Why doesn't multithreading over a vector/array lead to data race?

Hi All,
I under stand the following function will lead to undefined behaviour

s=0   

Threads.@threads for ja in 1:1000

global s+=ja

end

as each thread is modifying the same variables at the same time.

But why doesn’t the following code lead to data race (OR does it)?

s=zeros(100,200,300)   

Threads.@threads for jc in 1:300
 for ja in 1:100, jb in 1:200

    s[ja,jb,jc]+=10

end
end

My confusion is that in the above code, for each thread, it is still accessing and modifying the variable s in my memory, and different threads are doing it at the same time, what is specifically different from the first example? There must be something difference between a variable that is a scalar (the first case), and a vector (the second case) that I miss.

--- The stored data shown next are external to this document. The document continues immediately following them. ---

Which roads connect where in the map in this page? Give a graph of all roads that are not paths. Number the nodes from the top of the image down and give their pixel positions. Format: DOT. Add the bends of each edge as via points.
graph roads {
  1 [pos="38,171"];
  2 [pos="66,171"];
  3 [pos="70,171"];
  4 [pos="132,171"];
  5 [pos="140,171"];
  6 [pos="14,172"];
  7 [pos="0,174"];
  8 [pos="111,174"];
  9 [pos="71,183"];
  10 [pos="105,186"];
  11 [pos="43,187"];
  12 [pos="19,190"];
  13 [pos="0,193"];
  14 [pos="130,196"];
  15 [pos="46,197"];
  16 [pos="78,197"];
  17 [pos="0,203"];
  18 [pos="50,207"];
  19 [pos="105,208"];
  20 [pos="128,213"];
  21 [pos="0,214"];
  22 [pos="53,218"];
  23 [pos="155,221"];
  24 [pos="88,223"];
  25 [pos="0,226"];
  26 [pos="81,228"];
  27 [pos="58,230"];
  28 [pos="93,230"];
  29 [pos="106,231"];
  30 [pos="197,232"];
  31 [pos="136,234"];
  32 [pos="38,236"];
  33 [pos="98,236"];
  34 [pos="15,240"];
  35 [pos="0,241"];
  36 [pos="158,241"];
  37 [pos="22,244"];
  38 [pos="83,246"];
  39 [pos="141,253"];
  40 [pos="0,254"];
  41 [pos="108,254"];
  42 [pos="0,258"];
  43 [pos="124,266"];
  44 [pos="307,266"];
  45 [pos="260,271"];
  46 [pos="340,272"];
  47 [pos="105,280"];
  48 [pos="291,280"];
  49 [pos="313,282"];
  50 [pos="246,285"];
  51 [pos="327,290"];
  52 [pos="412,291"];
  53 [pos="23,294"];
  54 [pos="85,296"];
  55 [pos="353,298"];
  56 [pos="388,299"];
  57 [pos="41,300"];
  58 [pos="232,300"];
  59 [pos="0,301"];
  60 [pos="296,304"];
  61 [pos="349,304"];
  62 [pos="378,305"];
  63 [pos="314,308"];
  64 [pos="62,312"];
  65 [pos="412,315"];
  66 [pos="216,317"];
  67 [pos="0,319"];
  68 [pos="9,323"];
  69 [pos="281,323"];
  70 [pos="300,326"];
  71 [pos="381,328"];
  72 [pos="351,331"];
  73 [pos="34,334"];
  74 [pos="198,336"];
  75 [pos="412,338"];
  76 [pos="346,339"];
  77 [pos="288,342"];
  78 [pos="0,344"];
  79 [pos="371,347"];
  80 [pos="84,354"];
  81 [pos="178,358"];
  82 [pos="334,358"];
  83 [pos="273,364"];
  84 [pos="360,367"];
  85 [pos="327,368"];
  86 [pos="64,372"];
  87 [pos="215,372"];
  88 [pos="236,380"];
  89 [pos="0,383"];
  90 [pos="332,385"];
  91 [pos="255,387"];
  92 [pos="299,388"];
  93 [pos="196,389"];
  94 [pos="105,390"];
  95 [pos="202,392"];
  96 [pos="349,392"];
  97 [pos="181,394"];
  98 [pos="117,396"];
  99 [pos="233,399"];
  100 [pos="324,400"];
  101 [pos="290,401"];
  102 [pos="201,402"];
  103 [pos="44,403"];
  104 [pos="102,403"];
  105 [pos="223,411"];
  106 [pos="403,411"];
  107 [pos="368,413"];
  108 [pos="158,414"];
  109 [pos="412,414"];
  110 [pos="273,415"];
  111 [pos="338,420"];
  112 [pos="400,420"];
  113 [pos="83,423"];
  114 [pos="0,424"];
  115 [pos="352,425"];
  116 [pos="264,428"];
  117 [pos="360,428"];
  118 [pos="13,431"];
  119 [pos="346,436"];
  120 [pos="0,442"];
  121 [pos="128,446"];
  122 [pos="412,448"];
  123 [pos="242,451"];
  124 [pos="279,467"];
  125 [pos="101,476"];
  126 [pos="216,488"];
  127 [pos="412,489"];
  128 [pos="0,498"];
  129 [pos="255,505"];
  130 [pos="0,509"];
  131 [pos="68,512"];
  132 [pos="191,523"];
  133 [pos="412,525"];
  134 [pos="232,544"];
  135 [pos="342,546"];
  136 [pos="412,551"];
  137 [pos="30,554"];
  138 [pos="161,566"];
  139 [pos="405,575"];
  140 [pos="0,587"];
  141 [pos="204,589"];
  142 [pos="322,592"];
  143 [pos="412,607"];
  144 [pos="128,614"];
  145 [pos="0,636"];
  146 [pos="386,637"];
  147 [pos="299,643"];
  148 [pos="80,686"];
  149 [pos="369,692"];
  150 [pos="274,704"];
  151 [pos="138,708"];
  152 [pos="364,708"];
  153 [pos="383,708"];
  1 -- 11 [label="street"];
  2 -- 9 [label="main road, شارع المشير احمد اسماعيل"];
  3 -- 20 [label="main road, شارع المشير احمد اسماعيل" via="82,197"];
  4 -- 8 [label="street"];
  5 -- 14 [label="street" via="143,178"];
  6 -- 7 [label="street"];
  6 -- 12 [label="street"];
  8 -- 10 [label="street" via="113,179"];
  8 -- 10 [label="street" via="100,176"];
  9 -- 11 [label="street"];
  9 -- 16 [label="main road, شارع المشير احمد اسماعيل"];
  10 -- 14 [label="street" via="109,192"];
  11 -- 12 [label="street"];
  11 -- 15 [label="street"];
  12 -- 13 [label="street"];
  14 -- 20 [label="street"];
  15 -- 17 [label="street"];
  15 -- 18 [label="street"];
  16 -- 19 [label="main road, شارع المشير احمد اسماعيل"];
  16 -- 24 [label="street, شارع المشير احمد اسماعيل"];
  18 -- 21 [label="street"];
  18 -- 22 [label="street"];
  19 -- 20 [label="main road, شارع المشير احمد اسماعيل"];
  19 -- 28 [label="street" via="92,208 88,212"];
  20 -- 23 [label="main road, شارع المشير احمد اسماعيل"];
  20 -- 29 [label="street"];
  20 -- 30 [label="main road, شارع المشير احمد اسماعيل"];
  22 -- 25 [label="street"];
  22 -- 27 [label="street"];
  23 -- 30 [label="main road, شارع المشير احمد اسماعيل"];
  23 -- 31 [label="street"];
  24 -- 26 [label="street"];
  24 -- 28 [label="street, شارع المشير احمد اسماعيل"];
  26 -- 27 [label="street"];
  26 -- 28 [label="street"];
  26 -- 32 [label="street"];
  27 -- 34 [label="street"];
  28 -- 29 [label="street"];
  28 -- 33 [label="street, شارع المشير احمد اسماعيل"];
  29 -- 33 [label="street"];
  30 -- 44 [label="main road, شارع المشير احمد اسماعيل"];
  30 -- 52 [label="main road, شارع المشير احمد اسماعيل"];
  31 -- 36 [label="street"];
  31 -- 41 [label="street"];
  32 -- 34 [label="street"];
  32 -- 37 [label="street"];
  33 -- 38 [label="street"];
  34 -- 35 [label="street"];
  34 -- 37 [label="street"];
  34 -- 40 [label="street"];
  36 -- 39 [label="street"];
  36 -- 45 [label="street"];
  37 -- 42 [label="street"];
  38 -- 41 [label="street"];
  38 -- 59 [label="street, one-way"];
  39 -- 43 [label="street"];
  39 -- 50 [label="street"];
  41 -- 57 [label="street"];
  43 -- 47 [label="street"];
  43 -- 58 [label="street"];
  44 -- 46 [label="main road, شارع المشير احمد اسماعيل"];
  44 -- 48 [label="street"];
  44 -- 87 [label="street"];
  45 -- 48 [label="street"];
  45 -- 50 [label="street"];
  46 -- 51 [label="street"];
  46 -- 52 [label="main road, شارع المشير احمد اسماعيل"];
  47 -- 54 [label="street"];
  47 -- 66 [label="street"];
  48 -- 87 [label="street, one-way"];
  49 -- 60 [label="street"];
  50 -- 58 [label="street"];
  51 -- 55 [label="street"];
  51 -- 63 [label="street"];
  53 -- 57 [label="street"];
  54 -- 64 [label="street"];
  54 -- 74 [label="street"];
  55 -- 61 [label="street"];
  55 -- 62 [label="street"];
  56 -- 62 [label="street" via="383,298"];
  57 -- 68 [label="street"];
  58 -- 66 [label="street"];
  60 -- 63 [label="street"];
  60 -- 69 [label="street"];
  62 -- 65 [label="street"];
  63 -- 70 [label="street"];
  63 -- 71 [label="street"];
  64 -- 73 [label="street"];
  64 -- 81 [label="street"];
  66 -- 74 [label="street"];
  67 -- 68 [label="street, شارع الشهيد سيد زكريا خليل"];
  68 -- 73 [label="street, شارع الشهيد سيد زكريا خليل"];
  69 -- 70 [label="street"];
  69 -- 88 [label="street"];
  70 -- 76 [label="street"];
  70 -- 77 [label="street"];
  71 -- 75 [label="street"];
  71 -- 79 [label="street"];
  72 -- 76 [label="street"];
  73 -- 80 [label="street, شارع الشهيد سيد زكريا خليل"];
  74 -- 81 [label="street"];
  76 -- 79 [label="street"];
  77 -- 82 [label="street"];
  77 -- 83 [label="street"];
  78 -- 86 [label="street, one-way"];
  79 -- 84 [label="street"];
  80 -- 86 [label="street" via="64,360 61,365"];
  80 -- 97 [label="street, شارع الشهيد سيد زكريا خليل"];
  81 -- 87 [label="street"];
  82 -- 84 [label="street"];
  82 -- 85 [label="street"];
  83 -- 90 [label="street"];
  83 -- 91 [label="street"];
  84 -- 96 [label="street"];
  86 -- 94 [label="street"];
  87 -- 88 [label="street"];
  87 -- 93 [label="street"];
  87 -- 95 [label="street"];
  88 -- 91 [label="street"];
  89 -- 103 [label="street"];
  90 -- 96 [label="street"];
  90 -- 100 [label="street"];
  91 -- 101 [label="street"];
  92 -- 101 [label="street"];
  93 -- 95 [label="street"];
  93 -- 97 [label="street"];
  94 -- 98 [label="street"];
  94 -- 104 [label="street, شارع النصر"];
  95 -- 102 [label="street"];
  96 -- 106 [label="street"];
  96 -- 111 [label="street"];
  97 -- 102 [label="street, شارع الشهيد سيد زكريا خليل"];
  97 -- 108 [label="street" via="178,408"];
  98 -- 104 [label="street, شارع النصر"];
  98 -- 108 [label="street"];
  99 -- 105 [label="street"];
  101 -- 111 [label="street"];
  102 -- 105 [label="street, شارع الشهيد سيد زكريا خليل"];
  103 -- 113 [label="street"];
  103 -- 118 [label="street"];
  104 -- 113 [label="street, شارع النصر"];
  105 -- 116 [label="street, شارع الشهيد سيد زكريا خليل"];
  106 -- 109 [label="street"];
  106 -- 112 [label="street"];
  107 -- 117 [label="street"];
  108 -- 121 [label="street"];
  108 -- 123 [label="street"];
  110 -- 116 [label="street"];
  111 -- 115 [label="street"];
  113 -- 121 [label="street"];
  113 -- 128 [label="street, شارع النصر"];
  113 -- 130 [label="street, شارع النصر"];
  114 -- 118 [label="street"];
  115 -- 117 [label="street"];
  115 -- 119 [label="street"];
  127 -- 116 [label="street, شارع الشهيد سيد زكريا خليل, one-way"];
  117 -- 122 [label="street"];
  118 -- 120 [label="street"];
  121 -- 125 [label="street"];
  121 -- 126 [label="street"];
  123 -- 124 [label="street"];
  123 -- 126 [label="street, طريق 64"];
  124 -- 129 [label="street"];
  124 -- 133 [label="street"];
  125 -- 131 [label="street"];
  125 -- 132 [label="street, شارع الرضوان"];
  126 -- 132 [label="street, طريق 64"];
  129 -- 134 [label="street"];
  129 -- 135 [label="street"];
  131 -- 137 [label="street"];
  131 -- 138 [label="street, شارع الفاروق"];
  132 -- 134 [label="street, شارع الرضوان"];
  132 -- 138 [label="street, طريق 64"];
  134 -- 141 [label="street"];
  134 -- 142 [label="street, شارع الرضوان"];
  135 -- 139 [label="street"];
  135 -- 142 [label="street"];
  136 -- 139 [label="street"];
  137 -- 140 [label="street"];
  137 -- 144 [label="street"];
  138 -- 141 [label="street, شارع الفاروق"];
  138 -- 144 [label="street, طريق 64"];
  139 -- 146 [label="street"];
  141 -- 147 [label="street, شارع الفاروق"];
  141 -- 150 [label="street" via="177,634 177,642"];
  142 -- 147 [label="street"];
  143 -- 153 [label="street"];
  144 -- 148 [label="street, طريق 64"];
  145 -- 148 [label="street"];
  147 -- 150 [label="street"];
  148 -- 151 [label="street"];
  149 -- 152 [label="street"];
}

My guess was that in the second example, within each thread, it is only accessing and updating a slice of s, s[:,:,jc], but not the whole s variable. Is that why the second case doesn’t lead to ill behaviour?

Each task only accesses its own “private” view of your array, s[:,:,jc]+=10 so your code is data-race free.

2 Likes

In other words:
Say you have 3 threads available, your index variable jc is running for
thread1: 1:100
thread2: 101:200
thread3: 201:300
so every thread is working on s on its own index space.

It’s because of how memory works. The first example, s += ja, translates to two memory operations. Loosely, “fetch the integer (8 bytes), the value of s”, then “add ja”, then “store the result back into s”.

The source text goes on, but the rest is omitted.